### The problem
Take the whole listing and reproduce it exactly, pictures excepted.

### Records to use
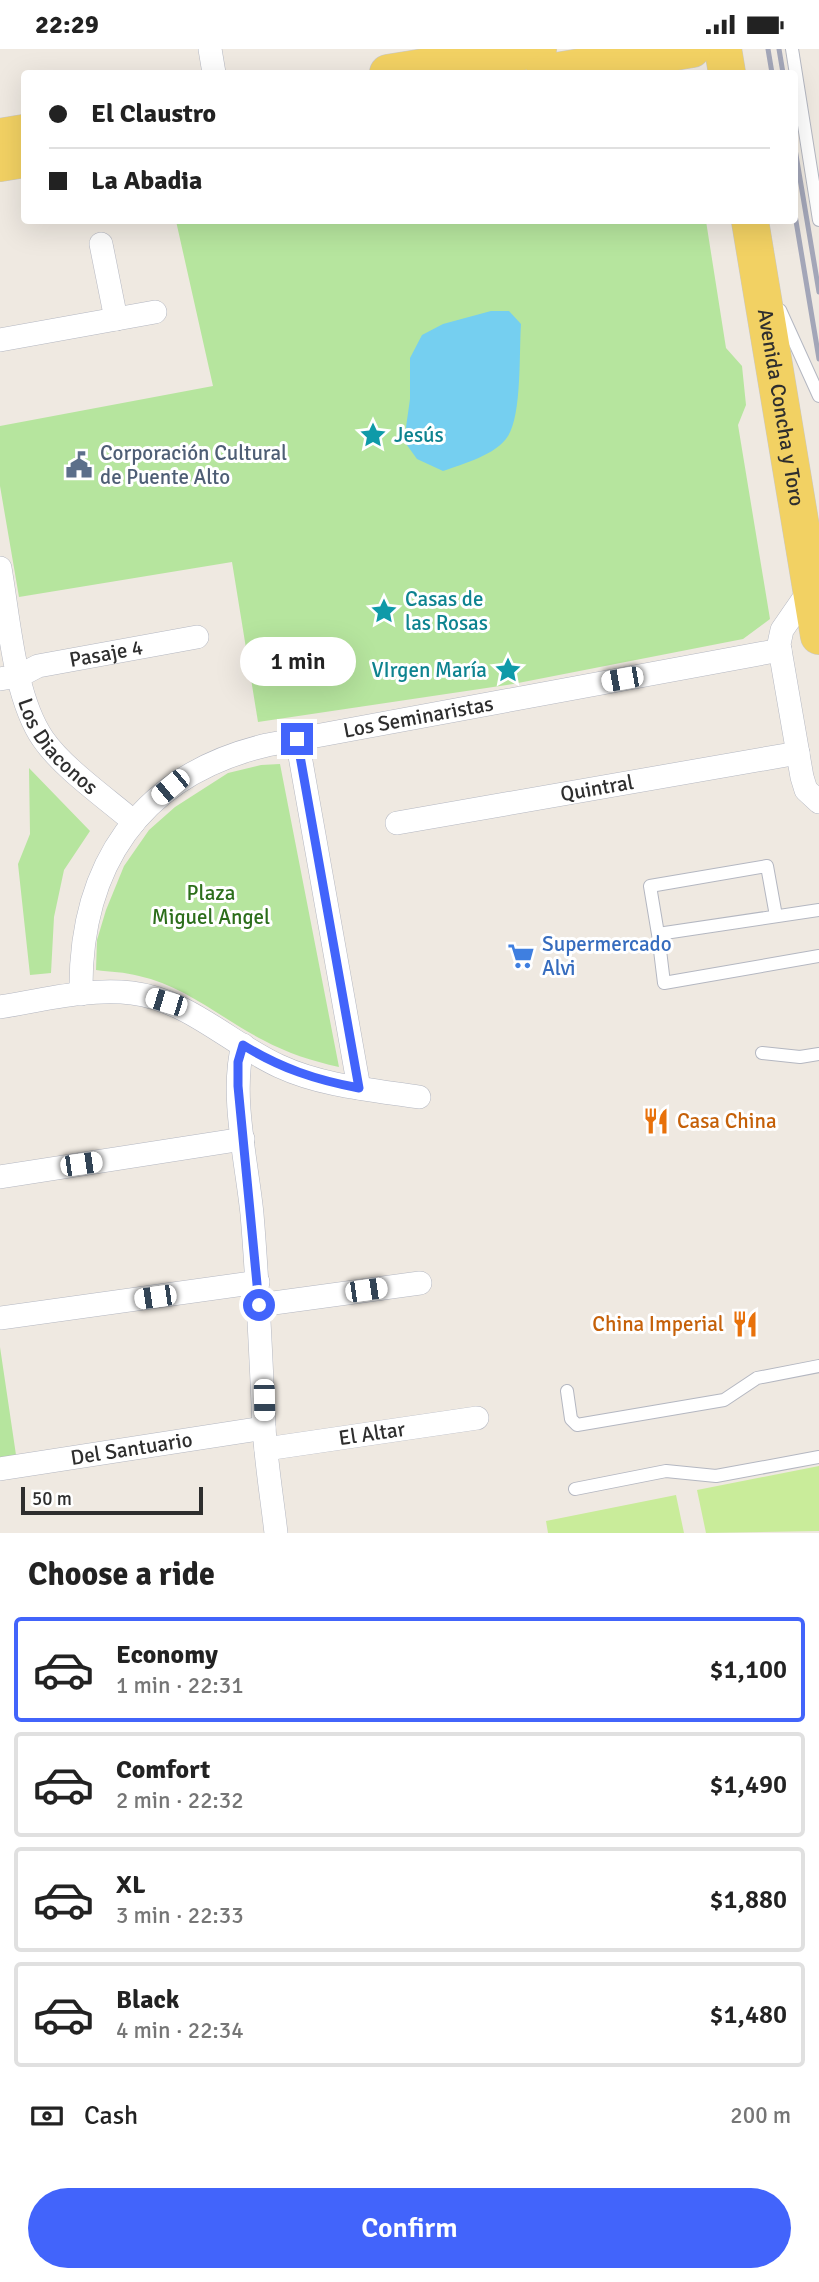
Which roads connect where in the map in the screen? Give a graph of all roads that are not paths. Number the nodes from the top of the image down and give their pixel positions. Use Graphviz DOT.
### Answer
graph roads {
  1 [pos="210,49"];
  2 [pos="538,49"];
  3 [pos="692,49"];
  4 [pos="723,49"];
  5 [pos="792,49"];
  6 [pos="214,70"];
  7 [pos="407,70"];
  8 [pos="563,70"];
  9 [pos="726,70"];
  10 [pos="795,70"];
  11 [pos="798,87"];
  12 [pos="21,134"];
  13 [pos="0,137"];
  14 [pos="21,160"];
  15 [pos="0,163"];
  16 [pos="819,220"];
  17 [pos="751,224"];
  18 [pos="101,244"];
  19 [pos="757,259"];
  20 [pos="155,311"];
  21 [pos="116,319"];
  22 [pos="0,340"];
  23 [pos="819,396"];
  24 [pos="0,568"];
  25 [pos="811,588"];
  26 [pos="819,636"];
  27 [pos="197,637"];
  28 [pos="780,650"];
  29 [pos="9,678"];
  30 [pos="297,739"];
  31 [pos="798,753"];
  32 [pos="813,796"];
  33 [pos="134,822"];
  34 [pos="397,823"];
  35 [pos="819,910"];
  36 [pos="776,916"];
  37 [pos="658,934"];
  38 [pos="819,956"];
  39 [pos="81,994"];
  40 [pos="0,1007"];
  41 [pos="243,1045"];
  42 [pos="762,1053"];
  43 [pos="819,1054"];
  44 [pos="359,1088"];
  45 [pos="419,1097"];
  46 [pos="243,1139"];
  47 [pos="0,1177"];
  48 [pos="258,1282"];
  49 [pos="420,1283"];
  50 [pos="259,1305"];
  51 [pos="0,1318"];
  52 [pos="819,1366"];
  53 [pos="567,1391"];
  54 [pos="477,1418"];
  55 [pos="265,1438"];
  56 [pos="819,1457"];
  57 [pos="0,1469"];
  58 [pos="575,1489"];
  59 [pos="276,1533"];
  1 -- 6 [label="street"];
  2 -- 7 [label="main road"];
  3 -- 8 [label="main road"];
  4 -- 9 [label="main road"];
  5 -- 10 [label="lane"];
  11 -- 16 [label="lane"];
  12 -- 13 [label="main road"];
  14 -- 15 [label="main road"];
  17 -- 19 [label="main road, Avenida Concha y Toro"];
  18 -- 21 [label="street"];
  19 -- 23 [label="lane"];
  19 -- 25 [label="main road, Avenida Concha y Toro"];
  20 -- 21 [label="street"];
  21 -- 22 [label="street"];
  24 -- 29 [label="street, Los Diaconos"];
  25 -- 26 [label="main road, Avenida Concha y Toro"];
  25 -- 28 [label="street"];
  27 -- 29 [label="street, Pasaje 4"];
  28 -- 30 [label="street, Los Seminaristas"];
  28 -- 31 [label="street"];
  29 -- 33 [label="street, Los Diaconos"];
  30 -- 33 [label="street, Los Seminaristas"];
  30 -- 44 [label="street"];
  31 -- 32 [label="street"];
  31 -- 34 [label="street, Quintral"];
  33 -- 39 [label="street, Los Seminaristas"];
  35 -- 36 [label="lane"];
  36 -- 37 [label="lane"];
  36 -- 37 [label="lane"];
  37 -- 38 [label="lane"];
  39 -- 40 [label="street"];
  39 -- 41 [label="street"];
  41 -- 44 [label="street"];
  41 -- 46 [label="street"];
  42 -- 43 [label="lane"];
  44 -- 45 [label="street"];
  46 -- 47 [label="street"];
  46 -- 48 [label="street"];
  48 -- 50 [label="street"];
  48 -- 51 [label="street"];
  49 -- 50 [label="street"];
  50 -- 55 [label="street"];
  52 -- 53 [label="lane"];
  54 -- 55 [label="street, El Altar"];
  55 -- 57 [label="street, Del Santuario"];
  55 -- 59 [label="street"];
  56 -- 58 [label="lane"];
}
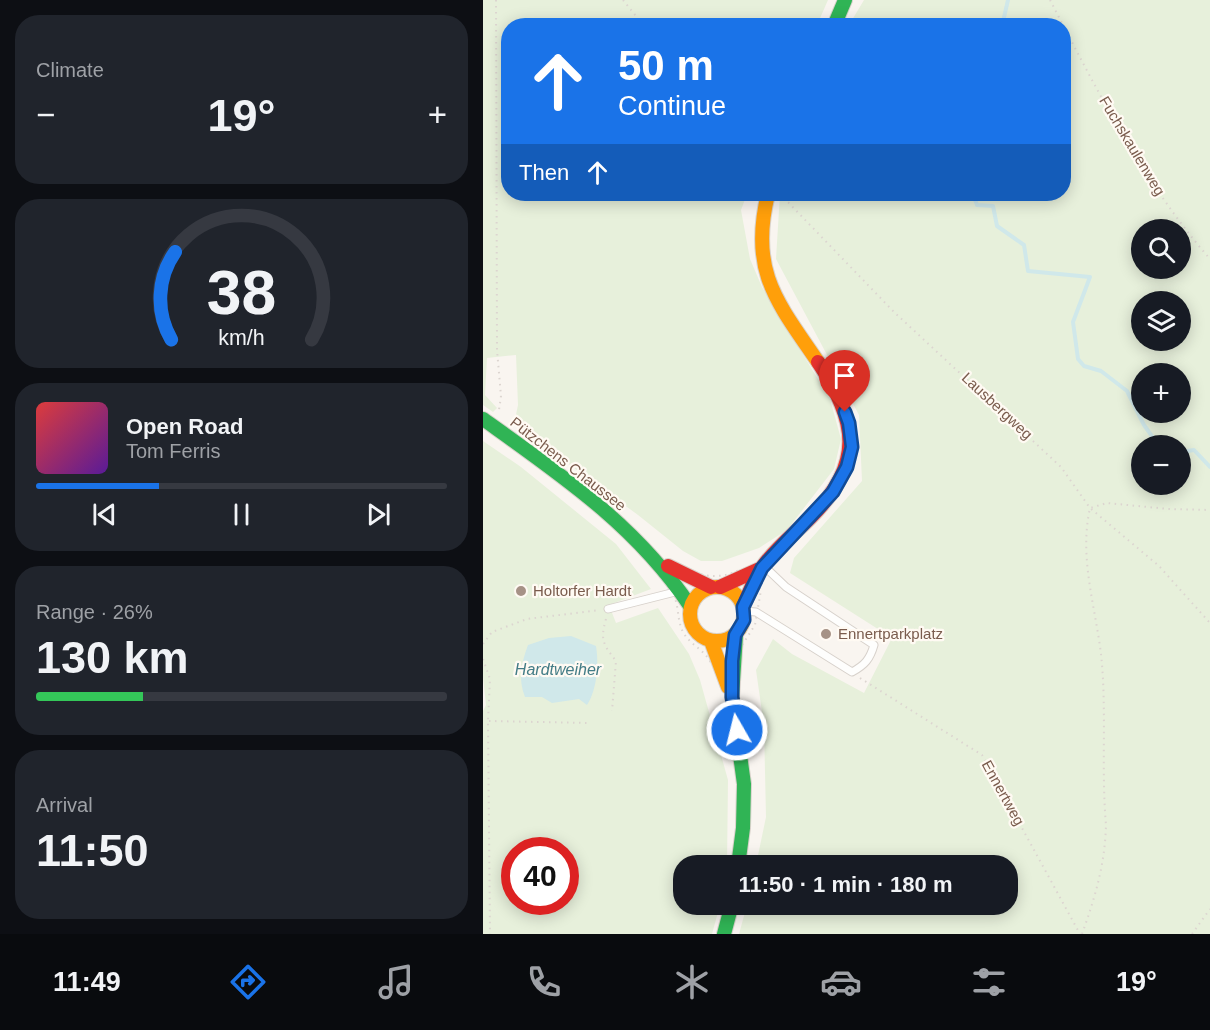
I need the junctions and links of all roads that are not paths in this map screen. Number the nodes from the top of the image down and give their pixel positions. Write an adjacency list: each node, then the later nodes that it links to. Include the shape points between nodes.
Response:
1 (845, 0): 2 (street)
2 (837, 18)
3 (766, 201): 6 (street, via 761,222 761,251 769,283 840,400 849,423 852,447 847,467 833,492)
4 (487, 422): 5 (street, Pützchens Chaussee, via 572,483)
5 (659, 560): 7 (street, Pützchens Chaussee); 8 (street, Pützchens Chaussee, via 685,576)
6 (763, 567): 8 (street); 11 (street); 11 (lane, via 786,587 874,645 871,657 852,672 756,612)
7 (678, 587): 9 (street, Pützchens Chaussee); 10 (lane)
8 (716, 587): 9 (street, via 696,596); 11 (street, via 736,595)
9 (690, 606): 13 (street, via 694,631)
10 (608, 609)
11 (743, 609): 12 (street, via 744,620)
12 (735, 635): 13 (street, via 720,642); 14 (street)
13 (711, 641): 14 (street)
14 (730, 661): 15 (street, via 744,784)
15 (739, 855)
16 (729, 915): 17 (street)
17 (724, 934)

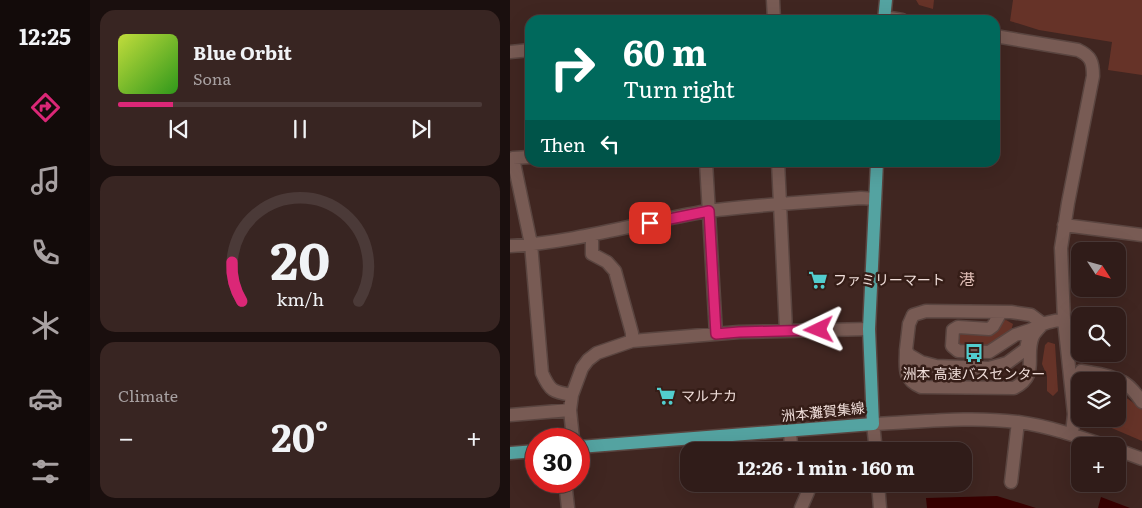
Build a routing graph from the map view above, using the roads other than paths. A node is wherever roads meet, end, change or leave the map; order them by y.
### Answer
1 (773, 0) edge
2 (886, 0) edge
3 (774, 15) edge
4 (884, 15) edge
5 (1000, 37) edge
6 (525, 50) edge
7 (510, 52) edge
8 (525, 157) edge
9 (706, 167) edge
10 (778, 167) edge
11 (877, 167) edge
12 (875, 199) junction
13 (780, 204) junction
14 (709, 211) junction
15 (1064, 225) junction
16 (592, 235) junction
17 (1142, 235) edge
18 (531, 244) junction
19 (510, 246) edge
20 (1001, 312) junction
21 (1064, 320) junction
22 (1043, 324) junction
23 (869, 329) junction
24 (1030, 330) junction
25 (786, 331) junction
26 (716, 334) junction
27 (632, 341) junction
28 (906, 350) junction
29 (1080, 371) dead end
30 (572, 395) junction
31 (1142, 402) edge
32 (570, 410) junction
33 (510, 415) edge
34 (1018, 422) junction
35 (873, 424) junction
36 (572, 428) edge
37 (790, 431) junction
38 (1072, 434) junction
39 (1080, 437) edge
40 (791, 442) edge
41 (875, 442) edge
42 (590, 447) edge
43 (525, 452) edge
44 (1126, 453) edge
45 (510, 454) edge
46 (1142, 459) edge
47 (1011, 482) dead end
48 (808, 492) edge
49 (879, 492) edge
50 (567, 493) edge
51 (568, 508) edge
52 (801, 508) edge
53 (880, 508) edge

1 - 3 street
2 - 4 main road
5 - 15 street
6 - 7 street
8 - 18 street
9 - 14 street
10 - 13 street
11 - 12 main road, 洲本灘賀集線
12 - 13 street
12 - 23 main road, 洲本灘賀集線
13 - 14 street
13 - 25 street
14 - 16 street
14 - 26 street
15 - 17 street
15 - 21 street
16 - 18 street
16 - 27 street
18 - 19 street
18 - 30 street
20 - 22 street
20 - 24 street
20 - 28 street
21 - 22 street
21 - 38 street
22 - 24 street
22 - 28 street
23 - 25 street
23 - 35 main road, 洲本灘賀集線
24 - 28 street
25 - 26 street
26 - 27 street
27 - 30 street
29 - 31 street
30 - 32 street
32 - 33 street
32 - 36 street
34 - 35 street
34 - 38 street
34 - 47 street
35 - 37 main road, 洲本灘賀集線
35 - 41 street
37 - 40 street
37 - 42 main road, 洲本灘賀集線
38 - 39 street
43 - 45 main road
44 - 46 street
48 - 52 street
49 - 53 street
50 - 51 street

### Answer space
Which roads connect where in the map in the screen? Give a graph of all roads that are not paths. Number the nodes from the top of the image down and give their pixel positions. Use Graphviz DOT.
### Answer
graph roads {
  1 [pos="210,49"];
  2 [pos="538,49"];
  3 [pos="692,49"];
  4 [pos="723,49"];
  5 [pos="792,49"];
  6 [pos="214,70"];
  7 [pos="407,70"];
  8 [pos="563,70"];
  9 [pos="726,70"];
  10 [pos="795,70"];
  11 [pos="798,87"];
  12 [pos="21,134"];
  13 [pos="0,137"];
  14 [pos="21,160"];
  15 [pos="0,163"];
  16 [pos="819,220"];
  17 [pos="751,224"];
  18 [pos="101,244"];
  19 [pos="757,259"];
  20 [pos="155,311"];
  21 [pos="116,319"];
  22 [pos="0,340"];
  23 [pos="819,396"];
  24 [pos="0,568"];
  25 [pos="811,588"];
  26 [pos="819,636"];
  27 [pos="197,637"];
  28 [pos="780,650"];
  29 [pos="9,678"];
  30 [pos="297,739"];
  31 [pos="798,753"];
  32 [pos="813,796"];
  33 [pos="134,822"];
  34 [pos="397,823"];
  35 [pos="819,910"];
  36 [pos="776,916"];
  37 [pos="658,934"];
  38 [pos="819,956"];
  39 [pos="81,994"];
  40 [pos="0,1007"];
  41 [pos="243,1045"];
  42 [pos="762,1053"];
  43 [pos="819,1054"];
  44 [pos="359,1088"];
  45 [pos="419,1097"];
  46 [pos="243,1139"];
  47 [pos="0,1177"];
  48 [pos="258,1282"];
  49 [pos="420,1283"];
  50 [pos="259,1305"];
  51 [pos="0,1318"];
  52 [pos="819,1366"];
  53 [pos="567,1391"];
  54 [pos="477,1418"];
  55 [pos="265,1438"];
  56 [pos="819,1457"];
  57 [pos="0,1469"];
  58 [pos="575,1489"];
  59 [pos="276,1533"];
  1 -- 6 [label="street"];
  2 -- 7 [label="main road"];
  3 -- 8 [label="main road"];
  4 -- 9 [label="main road"];
  5 -- 10 [label="lane"];
  11 -- 16 [label="lane"];
  12 -- 13 [label="main road"];
  14 -- 15 [label="main road"];
  17 -- 19 [label="main road, Avenida Concha y Toro"];
  18 -- 21 [label="street"];
  19 -- 23 [label="lane"];
  19 -- 25 [label="main road, Avenida Concha y Toro"];
  20 -- 21 [label="street"];
  21 -- 22 [label="street"];
  24 -- 29 [label="street, Los Diaconos"];
  25 -- 26 [label="main road, Avenida Concha y Toro"];
  25 -- 28 [label="street"];
  27 -- 29 [label="street, Pasaje 4"];
  28 -- 30 [label="street, Los Seminaristas"];
  28 -- 31 [label="street"];
  29 -- 33 [label="street, Los Diaconos"];
  30 -- 33 [label="street, Los Seminaristas"];
  30 -- 44 [label="street"];
  31 -- 32 [label="street"];
  31 -- 34 [label="street, Quintral"];
  33 -- 39 [label="street, Los Seminaristas"];
  35 -- 36 [label="lane"];
  36 -- 37 [label="lane"];
  36 -- 37 [label="lane"];
  37 -- 38 [label="lane"];
  39 -- 40 [label="street"];
  39 -- 41 [label="street"];
  41 -- 44 [label="street"];
  41 -- 46 [label="street"];
  42 -- 43 [label="lane"];
  44 -- 45 [label="street"];
  46 -- 47 [label="street"];
  46 -- 48 [label="street"];
  48 -- 50 [label="street"];
  48 -- 51 [label="street"];
  49 -- 50 [label="street"];
  50 -- 55 [label="street"];
  52 -- 53 [label="lane"];
  54 -- 55 [label="street, El Altar"];
  55 -- 57 [label="street, Del Santuario"];
  55 -- 59 [label="street"];
  56 -- 58 [label="lane"];
}
I need the junctions and links of all roads that are not paths in this map screen. Number the nodes from the top of the image down and give their pixel positions. Write an adjacency list: each node, then the later nodes that it links to. Include the shape points between nodes.
Response:
1 (845, 0): 2 (street)
2 (837, 18)
3 (766, 201): 6 (street, via 761,222 761,251 769,283 840,400 849,423 852,447 847,467 833,492)
4 (487, 422): 5 (street, Pützchens Chaussee, via 572,483)
5 (659, 560): 7 (street, Pützchens Chaussee); 8 (street, Pützchens Chaussee, via 685,576)
6 (763, 567): 8 (street); 11 (street); 11 (lane, via 786,587 874,645 871,657 852,672 756,612)
7 (678, 587): 9 (street, Pützchens Chaussee); 10 (lane)
8 (716, 587): 9 (street, via 696,596); 11 (street, via 736,595)
9 (690, 606): 13 (street, via 694,631)
10 (608, 609)
11 (743, 609): 12 (street, via 744,620)
12 (735, 635): 13 (street, via 720,642); 14 (street)
13 (711, 641): 14 (street)
14 (730, 661): 15 (street, via 744,784)
15 (739, 855)
16 (729, 915): 17 (street)
17 (724, 934)

Build a routing graph from the map view above, using the roads other than paths. A node is wherever roads meet, end, change or leave the map; order them by y.
### Answer
1 (773, 0) edge
2 (886, 0) edge
3 (774, 15) edge
4 (884, 15) edge
5 (1000, 37) edge
6 (525, 50) edge
7 (510, 52) edge
8 (525, 157) edge
9 (706, 167) edge
10 (778, 167) edge
11 (877, 167) edge
12 (875, 199) junction
13 (780, 204) junction
14 (709, 211) junction
15 (1064, 225) junction
16 (592, 235) junction
17 (1142, 235) edge
18 (531, 244) junction
19 (510, 246) edge
20 (1001, 312) junction
21 (1064, 320) junction
22 (1043, 324) junction
23 (869, 329) junction
24 (1030, 330) junction
25 (786, 331) junction
26 (716, 334) junction
27 (632, 341) junction
28 (906, 350) junction
29 (1080, 371) dead end
30 (572, 395) junction
31 (1142, 402) edge
32 (570, 410) junction
33 (510, 415) edge
34 (1018, 422) junction
35 (873, 424) junction
36 (572, 428) edge
37 (790, 431) junction
38 (1072, 434) junction
39 (1080, 437) edge
40 (791, 442) edge
41 (875, 442) edge
42 (590, 447) edge
43 (525, 452) edge
44 (1126, 453) edge
45 (510, 454) edge
46 (1142, 459) edge
47 (1011, 482) dead end
48 (808, 492) edge
49 (879, 492) edge
50 (567, 493) edge
51 (568, 508) edge
52 (801, 508) edge
53 (880, 508) edge

1 - 3 street
2 - 4 main road
5 - 15 street
6 - 7 street
8 - 18 street
9 - 14 street
10 - 13 street
11 - 12 main road, 洲本灘賀集線
12 - 13 street
12 - 23 main road, 洲本灘賀集線
13 - 14 street
13 - 25 street
14 - 16 street
14 - 26 street
15 - 17 street
15 - 21 street
16 - 18 street
16 - 27 street
18 - 19 street
18 - 30 street
20 - 22 street
20 - 24 street
20 - 28 street
21 - 22 street
21 - 38 street
22 - 24 street
22 - 28 street
23 - 25 street
23 - 35 main road, 洲本灘賀集線
24 - 28 street
25 - 26 street
26 - 27 street
27 - 30 street
29 - 31 street
30 - 32 street
32 - 33 street
32 - 36 street
34 - 35 street
34 - 38 street
34 - 47 street
35 - 37 main road, 洲本灘賀集線
35 - 41 street
37 - 40 street
37 - 42 main road, 洲本灘賀集線
38 - 39 street
43 - 45 main road
44 - 46 street
48 - 52 street
49 - 53 street
50 - 51 street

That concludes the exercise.